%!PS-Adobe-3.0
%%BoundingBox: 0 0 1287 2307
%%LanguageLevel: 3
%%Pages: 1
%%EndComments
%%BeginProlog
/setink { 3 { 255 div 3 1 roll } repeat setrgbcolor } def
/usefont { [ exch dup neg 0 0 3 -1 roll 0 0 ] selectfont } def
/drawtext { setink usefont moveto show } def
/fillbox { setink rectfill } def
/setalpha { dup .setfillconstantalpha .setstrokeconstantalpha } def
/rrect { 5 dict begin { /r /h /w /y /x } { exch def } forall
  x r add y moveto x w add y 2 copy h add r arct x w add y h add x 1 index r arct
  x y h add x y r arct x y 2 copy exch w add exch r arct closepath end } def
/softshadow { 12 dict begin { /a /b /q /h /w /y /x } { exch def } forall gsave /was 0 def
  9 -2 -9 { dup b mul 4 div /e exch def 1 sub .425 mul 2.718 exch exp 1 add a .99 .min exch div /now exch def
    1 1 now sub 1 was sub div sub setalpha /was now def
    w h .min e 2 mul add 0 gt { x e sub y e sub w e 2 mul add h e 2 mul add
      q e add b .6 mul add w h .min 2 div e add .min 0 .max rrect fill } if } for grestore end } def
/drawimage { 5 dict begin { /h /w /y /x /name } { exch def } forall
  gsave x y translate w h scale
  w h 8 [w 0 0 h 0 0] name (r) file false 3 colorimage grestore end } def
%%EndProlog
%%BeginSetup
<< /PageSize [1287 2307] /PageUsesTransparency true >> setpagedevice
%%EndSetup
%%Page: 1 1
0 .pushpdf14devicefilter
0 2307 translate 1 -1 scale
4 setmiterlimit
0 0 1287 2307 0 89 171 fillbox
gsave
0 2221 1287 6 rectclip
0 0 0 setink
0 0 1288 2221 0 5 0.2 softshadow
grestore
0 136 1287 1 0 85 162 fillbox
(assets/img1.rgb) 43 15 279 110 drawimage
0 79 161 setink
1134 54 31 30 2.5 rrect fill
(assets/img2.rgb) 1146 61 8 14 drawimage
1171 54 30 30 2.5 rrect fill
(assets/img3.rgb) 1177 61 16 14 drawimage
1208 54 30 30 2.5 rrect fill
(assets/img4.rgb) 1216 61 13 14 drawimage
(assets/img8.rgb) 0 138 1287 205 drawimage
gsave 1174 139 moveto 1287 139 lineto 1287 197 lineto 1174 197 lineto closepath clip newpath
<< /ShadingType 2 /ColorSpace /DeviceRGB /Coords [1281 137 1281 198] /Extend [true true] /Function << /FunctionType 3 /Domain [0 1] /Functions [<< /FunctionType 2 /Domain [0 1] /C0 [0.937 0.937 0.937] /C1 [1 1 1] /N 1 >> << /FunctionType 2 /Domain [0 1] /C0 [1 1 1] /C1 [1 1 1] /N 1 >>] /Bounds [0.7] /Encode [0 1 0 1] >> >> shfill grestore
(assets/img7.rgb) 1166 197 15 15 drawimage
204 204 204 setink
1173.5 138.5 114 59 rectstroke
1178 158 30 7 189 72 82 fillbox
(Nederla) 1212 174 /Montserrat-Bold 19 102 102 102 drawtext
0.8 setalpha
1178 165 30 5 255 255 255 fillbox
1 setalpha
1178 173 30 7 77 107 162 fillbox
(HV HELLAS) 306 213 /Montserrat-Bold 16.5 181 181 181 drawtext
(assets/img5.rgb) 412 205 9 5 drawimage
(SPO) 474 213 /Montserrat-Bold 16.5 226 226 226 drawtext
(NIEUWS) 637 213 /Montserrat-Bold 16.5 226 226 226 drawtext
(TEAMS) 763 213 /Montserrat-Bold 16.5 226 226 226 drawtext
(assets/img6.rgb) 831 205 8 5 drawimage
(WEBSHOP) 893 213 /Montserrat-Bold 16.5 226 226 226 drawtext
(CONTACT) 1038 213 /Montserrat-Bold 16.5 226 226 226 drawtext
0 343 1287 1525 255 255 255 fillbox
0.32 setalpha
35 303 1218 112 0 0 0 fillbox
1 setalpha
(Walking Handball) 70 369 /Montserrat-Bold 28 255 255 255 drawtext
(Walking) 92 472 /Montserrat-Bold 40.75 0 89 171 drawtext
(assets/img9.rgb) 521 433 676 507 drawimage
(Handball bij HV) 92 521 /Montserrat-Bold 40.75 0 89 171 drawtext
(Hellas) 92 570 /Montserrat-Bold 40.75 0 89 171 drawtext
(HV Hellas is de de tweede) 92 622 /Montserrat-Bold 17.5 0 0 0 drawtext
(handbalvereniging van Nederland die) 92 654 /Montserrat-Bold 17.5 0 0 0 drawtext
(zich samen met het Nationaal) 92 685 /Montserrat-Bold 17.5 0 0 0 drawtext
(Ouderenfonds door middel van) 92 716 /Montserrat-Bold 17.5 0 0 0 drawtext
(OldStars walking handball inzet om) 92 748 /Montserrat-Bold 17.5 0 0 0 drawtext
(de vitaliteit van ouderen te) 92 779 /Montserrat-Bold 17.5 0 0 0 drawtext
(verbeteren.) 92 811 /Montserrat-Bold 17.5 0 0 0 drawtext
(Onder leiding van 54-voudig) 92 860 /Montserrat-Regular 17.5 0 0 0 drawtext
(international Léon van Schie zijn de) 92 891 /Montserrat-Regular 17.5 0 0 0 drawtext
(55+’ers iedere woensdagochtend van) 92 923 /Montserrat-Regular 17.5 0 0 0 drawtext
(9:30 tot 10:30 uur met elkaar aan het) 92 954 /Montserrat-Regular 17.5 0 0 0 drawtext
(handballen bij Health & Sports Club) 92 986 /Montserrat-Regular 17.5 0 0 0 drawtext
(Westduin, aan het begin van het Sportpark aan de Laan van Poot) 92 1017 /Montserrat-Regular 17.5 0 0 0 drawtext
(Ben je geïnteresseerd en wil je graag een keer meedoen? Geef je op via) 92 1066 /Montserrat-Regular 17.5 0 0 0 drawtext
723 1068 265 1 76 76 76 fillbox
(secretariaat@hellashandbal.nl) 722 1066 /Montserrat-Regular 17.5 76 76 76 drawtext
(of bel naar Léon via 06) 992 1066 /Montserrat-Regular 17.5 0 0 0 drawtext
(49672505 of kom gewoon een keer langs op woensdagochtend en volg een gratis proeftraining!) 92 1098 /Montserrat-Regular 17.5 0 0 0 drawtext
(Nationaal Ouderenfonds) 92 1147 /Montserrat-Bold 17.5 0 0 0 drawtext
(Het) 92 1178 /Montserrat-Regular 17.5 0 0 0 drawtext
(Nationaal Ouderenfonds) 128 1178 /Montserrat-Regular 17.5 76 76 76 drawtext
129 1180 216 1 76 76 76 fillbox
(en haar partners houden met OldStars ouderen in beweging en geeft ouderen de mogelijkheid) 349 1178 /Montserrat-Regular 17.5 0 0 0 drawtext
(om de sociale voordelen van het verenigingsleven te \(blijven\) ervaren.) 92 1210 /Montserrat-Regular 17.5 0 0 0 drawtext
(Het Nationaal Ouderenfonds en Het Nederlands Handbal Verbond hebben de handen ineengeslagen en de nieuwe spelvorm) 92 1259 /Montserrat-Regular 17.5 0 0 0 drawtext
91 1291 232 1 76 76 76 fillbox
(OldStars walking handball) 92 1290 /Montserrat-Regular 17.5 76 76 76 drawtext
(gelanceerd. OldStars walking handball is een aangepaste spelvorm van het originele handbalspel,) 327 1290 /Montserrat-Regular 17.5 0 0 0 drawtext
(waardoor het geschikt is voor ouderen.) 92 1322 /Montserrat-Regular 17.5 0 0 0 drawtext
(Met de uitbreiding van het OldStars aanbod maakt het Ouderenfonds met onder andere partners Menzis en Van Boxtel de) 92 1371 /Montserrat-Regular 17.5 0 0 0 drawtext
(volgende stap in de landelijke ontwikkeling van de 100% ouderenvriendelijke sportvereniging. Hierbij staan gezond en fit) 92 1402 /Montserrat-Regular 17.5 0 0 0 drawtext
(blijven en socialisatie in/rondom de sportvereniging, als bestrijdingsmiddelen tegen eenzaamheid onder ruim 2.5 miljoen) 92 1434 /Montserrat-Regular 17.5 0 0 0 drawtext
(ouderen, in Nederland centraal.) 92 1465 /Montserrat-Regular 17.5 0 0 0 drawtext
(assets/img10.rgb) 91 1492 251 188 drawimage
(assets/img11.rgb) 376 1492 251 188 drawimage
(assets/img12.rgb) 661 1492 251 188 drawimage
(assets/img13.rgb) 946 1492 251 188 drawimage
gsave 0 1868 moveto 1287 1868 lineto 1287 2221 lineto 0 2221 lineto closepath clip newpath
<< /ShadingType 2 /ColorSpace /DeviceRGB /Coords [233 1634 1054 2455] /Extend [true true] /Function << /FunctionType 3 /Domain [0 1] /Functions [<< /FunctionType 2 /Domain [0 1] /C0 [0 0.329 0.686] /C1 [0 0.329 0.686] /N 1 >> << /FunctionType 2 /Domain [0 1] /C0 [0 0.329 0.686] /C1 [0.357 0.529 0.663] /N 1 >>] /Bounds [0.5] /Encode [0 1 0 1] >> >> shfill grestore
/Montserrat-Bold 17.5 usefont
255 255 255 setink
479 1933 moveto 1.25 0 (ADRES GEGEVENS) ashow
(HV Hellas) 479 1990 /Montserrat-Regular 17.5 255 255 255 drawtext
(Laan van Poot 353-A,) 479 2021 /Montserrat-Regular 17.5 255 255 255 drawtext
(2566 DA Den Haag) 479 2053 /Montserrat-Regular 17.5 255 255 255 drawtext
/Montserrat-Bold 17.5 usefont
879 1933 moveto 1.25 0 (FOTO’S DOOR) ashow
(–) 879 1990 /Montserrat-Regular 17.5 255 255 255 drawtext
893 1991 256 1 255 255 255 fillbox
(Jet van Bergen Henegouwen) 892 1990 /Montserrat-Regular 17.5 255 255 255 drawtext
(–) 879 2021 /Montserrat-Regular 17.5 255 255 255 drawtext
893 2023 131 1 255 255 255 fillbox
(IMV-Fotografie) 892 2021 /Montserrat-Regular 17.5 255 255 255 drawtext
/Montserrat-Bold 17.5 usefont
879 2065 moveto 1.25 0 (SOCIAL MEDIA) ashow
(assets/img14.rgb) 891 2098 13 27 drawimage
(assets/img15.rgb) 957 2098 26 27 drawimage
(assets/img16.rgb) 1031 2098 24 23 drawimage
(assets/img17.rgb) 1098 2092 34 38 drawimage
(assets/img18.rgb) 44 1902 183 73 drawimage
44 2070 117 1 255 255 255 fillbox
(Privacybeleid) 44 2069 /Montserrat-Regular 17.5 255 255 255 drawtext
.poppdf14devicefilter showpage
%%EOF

▶ [Task brief]: Read the data above and pull out each line that holds the string "forall".

▶ [Answer below]:
/rrect { 5 dict begin { /r /h /w /y /x } { exch def } forall
/softshadow { 12 dict begin { /a /b /q /h /w /y /x } { exch def } forall gsave /was 0 def
/drawimage { 5 dict begin { /h /w /y /x /name } { exch def } forall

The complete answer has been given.